Examine the entries and show every line in which the word "Molasses" is found.
*** Opening of WORKING DATA ***
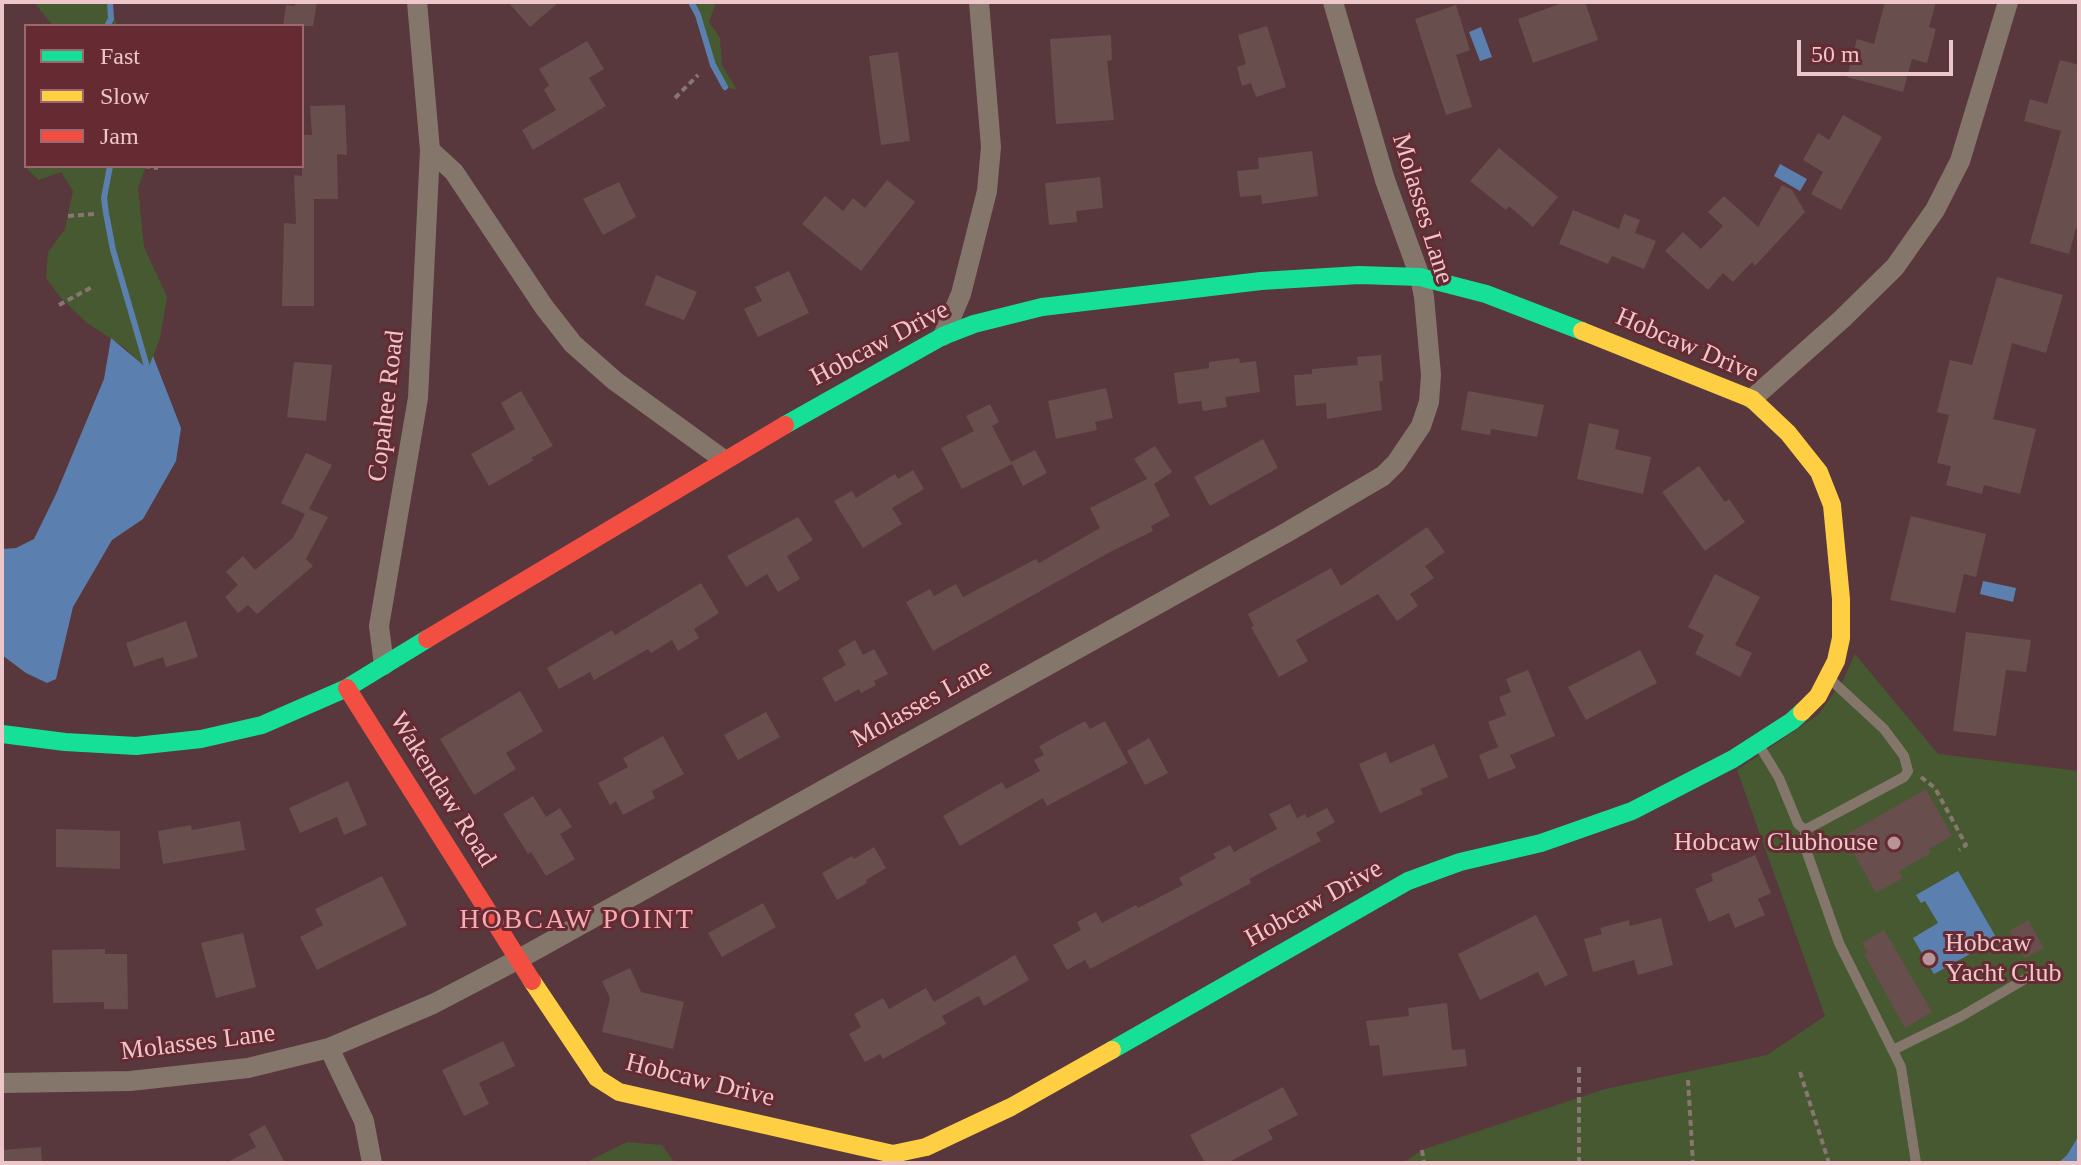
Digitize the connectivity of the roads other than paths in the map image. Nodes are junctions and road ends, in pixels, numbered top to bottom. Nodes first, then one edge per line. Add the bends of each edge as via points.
1 (417, 2) edge
2 (979, 2) edge
3 (1333, 2) edge
4 (2008, 2) edge
5 (430, 150) junction
6 (1420, 277) junction
7 (943, 336) junction
8 (1752, 399) junction
9 (724, 460) junction
10 (384, 665) junction
11 (1828, 677) junction
12 (347, 688) junction
13 (2, 734) edge
14 (1758, 743) junction
15 (1805, 830) junction
16 (519, 959) junction
17 (2032, 975) dead end
18 (329, 1048) junction
19 (1893, 1050) junction
20 (2, 1083) edge
21 (372, 1163) edge
22 (1916, 1163) edge

1 - 5 street, Copahee Road
2 - 7 street via 991,147 987,191 961,294
3 - 6 street, Molasses Lane via 1397,219
4 - 8 street via 1960,161 1935,210 1895,267
5 - 9 street via 454,172 573,344
5 - 10 street, Copahee Road via 418,398 379,626
6 - 7 street, Hobcaw Drive via 1261,281 1116,297 1021,312
6 - 8 street, Hobcaw Drive via 1486,294
6 - 16 street, Molasses Lane via 1429,402 1421,426 1383,476
7 - 9 street, Hobcaw Drive
8 - 11 street, Hobcaw Drive via 1819,472 1832,505 1841,638
9 - 10 street, Hobcaw Drive
10 - 12 street, Hobcaw Drive
11 - 14 street, Hobcaw Drive via 1809,705
11 - 15 lane via 1884,729 1908,771
12 - 13 street, Hobcaw Drive via 262,725 201,739 136,746
12 - 16 street, Wakendaw Road
14 - 15 lane
14 - 16 street, Hobcaw Drive via 1632,811 1408,881 1011,1107 926,1147 893,1154 619,1092 597,1078 578,1053
15 - 19 lane via 1805,847 1839,943
16 - 18 street, Molasses Lane via 433,1004
17 - 19 lane
18 - 20 street, Molasses Lane via 248,1068 130,1081
18 - 21 street via 364,1121
19 - 22 lane via 1901,1067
*** Close of WORKING DATA ***
** ANSWER TO THE EXERCISE **
3 - 6 street, Molasses Lane via 1397,219
6 - 16 street, Molasses Lane via 1429,402 1421,426 1383,476
16 - 18 street, Molasses Lane via 433,1004
18 - 20 street, Molasses Lane via 248,1068 130,1081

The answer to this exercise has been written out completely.